Stored items from a collection:
------

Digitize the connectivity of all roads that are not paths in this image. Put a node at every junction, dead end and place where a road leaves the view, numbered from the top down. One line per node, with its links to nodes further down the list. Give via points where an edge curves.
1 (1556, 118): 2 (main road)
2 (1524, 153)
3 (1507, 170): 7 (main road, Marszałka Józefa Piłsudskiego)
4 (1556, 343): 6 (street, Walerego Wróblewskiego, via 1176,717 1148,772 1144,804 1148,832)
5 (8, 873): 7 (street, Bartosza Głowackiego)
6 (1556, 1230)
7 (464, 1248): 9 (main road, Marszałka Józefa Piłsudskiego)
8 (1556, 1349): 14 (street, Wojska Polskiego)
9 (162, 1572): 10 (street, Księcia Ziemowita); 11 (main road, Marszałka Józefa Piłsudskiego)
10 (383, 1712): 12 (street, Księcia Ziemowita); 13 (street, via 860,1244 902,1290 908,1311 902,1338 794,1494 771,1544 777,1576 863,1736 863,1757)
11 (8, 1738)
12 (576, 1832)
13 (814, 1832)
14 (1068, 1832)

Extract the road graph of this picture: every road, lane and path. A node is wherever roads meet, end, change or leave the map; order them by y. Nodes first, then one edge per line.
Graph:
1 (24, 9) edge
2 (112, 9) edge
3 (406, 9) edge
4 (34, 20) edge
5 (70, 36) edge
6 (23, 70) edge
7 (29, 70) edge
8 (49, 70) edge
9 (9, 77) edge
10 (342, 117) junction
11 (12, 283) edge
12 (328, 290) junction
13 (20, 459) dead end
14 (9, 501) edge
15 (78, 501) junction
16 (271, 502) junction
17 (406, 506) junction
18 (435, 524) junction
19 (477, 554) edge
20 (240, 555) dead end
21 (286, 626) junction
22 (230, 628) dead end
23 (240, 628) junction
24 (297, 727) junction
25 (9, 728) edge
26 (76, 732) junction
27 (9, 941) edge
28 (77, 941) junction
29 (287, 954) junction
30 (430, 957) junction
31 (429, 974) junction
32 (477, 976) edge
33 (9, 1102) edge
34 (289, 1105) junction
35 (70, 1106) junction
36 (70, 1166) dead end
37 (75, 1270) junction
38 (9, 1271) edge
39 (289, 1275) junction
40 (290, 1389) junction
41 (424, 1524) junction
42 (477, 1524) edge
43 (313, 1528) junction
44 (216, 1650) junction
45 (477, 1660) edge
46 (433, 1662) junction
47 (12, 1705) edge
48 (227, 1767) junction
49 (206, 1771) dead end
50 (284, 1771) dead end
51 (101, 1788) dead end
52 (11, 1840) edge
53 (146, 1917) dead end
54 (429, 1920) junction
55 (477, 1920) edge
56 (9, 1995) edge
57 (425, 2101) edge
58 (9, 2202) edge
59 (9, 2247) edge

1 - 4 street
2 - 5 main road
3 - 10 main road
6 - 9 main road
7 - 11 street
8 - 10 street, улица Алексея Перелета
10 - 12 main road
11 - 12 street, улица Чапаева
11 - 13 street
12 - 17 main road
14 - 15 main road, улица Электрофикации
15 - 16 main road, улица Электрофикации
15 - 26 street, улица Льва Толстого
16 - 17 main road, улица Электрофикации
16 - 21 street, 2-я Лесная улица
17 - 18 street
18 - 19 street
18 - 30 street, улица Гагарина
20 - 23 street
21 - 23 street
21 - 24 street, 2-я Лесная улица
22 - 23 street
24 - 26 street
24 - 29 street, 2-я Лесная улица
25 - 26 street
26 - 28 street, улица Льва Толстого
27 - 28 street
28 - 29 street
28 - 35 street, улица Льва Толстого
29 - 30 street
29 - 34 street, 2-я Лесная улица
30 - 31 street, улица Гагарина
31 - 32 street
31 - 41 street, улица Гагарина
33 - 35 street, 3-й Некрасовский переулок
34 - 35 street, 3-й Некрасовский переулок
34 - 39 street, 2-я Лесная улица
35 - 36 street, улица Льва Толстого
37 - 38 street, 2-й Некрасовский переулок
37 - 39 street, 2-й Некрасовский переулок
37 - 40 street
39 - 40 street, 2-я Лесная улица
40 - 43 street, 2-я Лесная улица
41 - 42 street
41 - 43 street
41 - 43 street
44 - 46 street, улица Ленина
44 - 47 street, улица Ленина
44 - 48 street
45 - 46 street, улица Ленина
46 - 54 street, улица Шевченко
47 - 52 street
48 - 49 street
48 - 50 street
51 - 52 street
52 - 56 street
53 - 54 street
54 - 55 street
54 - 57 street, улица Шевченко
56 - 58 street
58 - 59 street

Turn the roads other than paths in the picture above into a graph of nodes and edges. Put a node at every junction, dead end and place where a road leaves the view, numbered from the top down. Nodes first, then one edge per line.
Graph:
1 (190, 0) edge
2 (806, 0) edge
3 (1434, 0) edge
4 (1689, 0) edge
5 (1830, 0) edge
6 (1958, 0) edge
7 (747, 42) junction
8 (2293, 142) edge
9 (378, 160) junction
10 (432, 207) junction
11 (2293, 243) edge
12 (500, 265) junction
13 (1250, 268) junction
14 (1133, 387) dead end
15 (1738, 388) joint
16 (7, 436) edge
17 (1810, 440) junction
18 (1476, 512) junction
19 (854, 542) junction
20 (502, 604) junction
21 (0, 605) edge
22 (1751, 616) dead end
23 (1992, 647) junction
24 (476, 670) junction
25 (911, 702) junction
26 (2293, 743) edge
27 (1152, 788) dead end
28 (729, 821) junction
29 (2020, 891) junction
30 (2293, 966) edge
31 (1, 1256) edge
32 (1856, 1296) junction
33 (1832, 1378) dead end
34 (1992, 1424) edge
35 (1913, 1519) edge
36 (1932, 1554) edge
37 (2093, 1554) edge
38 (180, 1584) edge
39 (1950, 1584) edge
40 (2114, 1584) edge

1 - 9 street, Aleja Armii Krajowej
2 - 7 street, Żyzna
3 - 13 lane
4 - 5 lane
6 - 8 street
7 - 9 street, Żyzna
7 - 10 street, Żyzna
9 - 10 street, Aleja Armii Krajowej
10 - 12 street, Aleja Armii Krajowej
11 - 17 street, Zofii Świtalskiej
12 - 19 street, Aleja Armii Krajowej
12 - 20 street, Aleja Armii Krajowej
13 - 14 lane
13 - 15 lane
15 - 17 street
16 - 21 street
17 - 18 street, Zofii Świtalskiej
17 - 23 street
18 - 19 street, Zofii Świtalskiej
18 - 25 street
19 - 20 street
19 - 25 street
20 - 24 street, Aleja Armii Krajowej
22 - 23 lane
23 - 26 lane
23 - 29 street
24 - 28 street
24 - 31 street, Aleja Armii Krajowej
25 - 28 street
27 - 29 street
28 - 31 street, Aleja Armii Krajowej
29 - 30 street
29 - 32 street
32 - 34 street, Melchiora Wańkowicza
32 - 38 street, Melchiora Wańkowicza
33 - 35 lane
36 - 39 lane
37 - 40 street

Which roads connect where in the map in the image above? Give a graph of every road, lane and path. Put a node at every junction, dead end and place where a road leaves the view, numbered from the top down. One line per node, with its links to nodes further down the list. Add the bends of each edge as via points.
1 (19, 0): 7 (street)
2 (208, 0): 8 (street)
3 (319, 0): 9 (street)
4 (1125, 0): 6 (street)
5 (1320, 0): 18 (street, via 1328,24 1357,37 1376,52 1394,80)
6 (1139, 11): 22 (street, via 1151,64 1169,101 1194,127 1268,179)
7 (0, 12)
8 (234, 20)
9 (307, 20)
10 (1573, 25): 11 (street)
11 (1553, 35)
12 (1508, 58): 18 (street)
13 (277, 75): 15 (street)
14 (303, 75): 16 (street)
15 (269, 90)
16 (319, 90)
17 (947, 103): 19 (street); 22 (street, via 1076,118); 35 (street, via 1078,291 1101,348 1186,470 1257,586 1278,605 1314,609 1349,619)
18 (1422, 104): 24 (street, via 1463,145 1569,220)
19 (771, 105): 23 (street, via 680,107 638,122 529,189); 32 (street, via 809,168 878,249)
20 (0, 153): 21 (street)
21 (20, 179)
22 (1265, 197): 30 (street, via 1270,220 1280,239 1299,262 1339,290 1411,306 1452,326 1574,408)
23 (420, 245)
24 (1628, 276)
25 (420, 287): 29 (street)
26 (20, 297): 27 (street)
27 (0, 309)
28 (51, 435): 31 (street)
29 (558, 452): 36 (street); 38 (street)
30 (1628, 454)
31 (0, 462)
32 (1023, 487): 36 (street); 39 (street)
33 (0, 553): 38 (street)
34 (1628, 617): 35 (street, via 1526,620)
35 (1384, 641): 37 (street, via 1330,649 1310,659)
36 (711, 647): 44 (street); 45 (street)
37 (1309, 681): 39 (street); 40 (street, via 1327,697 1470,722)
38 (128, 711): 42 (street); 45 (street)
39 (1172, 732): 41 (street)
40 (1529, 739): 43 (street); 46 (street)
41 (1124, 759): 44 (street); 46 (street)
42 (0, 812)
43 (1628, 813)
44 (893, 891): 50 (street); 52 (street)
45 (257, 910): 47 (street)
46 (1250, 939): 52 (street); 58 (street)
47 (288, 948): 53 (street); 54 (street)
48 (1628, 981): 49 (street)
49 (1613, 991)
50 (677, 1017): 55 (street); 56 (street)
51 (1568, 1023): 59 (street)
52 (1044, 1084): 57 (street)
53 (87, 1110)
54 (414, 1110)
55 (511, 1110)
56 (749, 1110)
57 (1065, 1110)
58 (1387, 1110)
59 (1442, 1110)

------

[What you need to do]:
When a line in the data contains "Гагарина", return it as written.

[Response below]:
18 - 30 street, улица Гагарина
30 - 31 street, улица Гагарина
31 - 41 street, улица Гагарина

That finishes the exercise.